Theoretical Study on the Effect of Solvent Behavior on Ammonium Dinitramide (ADN)/1,4,7,10,13,16‐Hexaoxacyclooctadecane (18‐Crown‐6) Cocrystal Growth Morphology at Different Temperatures

The cocrystal of ammonium dinitramide (ADN)/1,4,7,10,13,16‐hexaoxacyclooctadecane (18‐Crown‐6) has effectively reduced the hygroscopicity of ADN. In order to understand the effect of solvent on the crystal growth, the interfacial models of ADN/18‐Crown‐6–ethanol are built and simulated by the molecular dynamics (MD) method at different temperatures (293–323 K, 10 K intervals). The energy, mass density, radial distribution function, and diffusion capacity of solvent are analyzed.
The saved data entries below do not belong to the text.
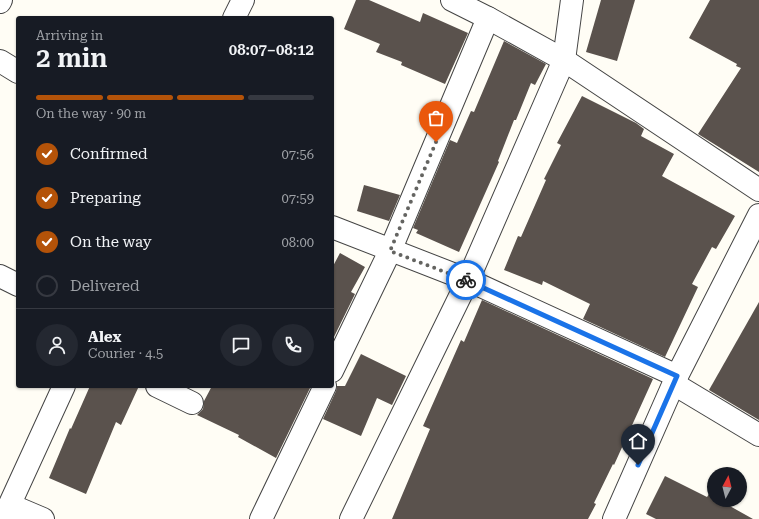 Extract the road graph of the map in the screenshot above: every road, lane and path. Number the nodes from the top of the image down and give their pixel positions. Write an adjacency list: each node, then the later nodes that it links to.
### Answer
1 (243, 0): 4 (street)
2 (452, 0): 5 (street)
3 (572, 0): 6 (street)
4 (235, 16)
5 (488, 18): 6 (street); 12 (street)
6 (564, 60): 9 (street); 14 (street)
7 (0, 61): 8 (street)
8 (16, 71)
9 (759, 190)
10 (759, 215): 17 (street)
11 (334, 228): 12 (street)
12 (390, 251): 14 (street); 16 (street)
13 (0, 276): 15 (street)
14 (468, 280): 17 (street); 26 (street)
15 (16, 284)
16 (334, 367)
17 (676, 380): 22 (street); 27 (street)
18 (63, 388): 23 (street)
19 (161, 388): 21 (street)
20 (324, 388): 25 (street)
21 (192, 403)
22 (759, 435)
23 (7, 512): 24 (street)
24 (43, 519)
25 (261, 519)
26 (351, 519)
27 (614, 519)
The modified attachment energy (MAE) model is employed to study the solvent effect on cocrystal morphology. Results of MD simulation show that ADN/18‐Crown‐6 cocrystal has four important growth surfaces in vacuum, i.e., (2 0 0), (0 0 2), (1 1 0), and (2 0 −2). The binding energy of cocrystal and the absorbed energy of cocrystal–solvent are larger at 293 K than other temperatures. Hydrogen bonding interactions are formed between ADN/18‐Crown‐6 and solvent. More ethanol molecules adsorb on the crystal surface at lower temperatures, and hence the interaction between cocrystal and solvent is stronger. The morphology of ADN/18‐Crown‐6 cocrystal is different at various temperatures. The predicted morphology at 303 K is consistent with experimental shape. Moreover, cocrystal morphology at 293 K is a sphere‐like shape, which may reduce the hygroscopicity of ADN/18‐Crown‐6 cocrystal.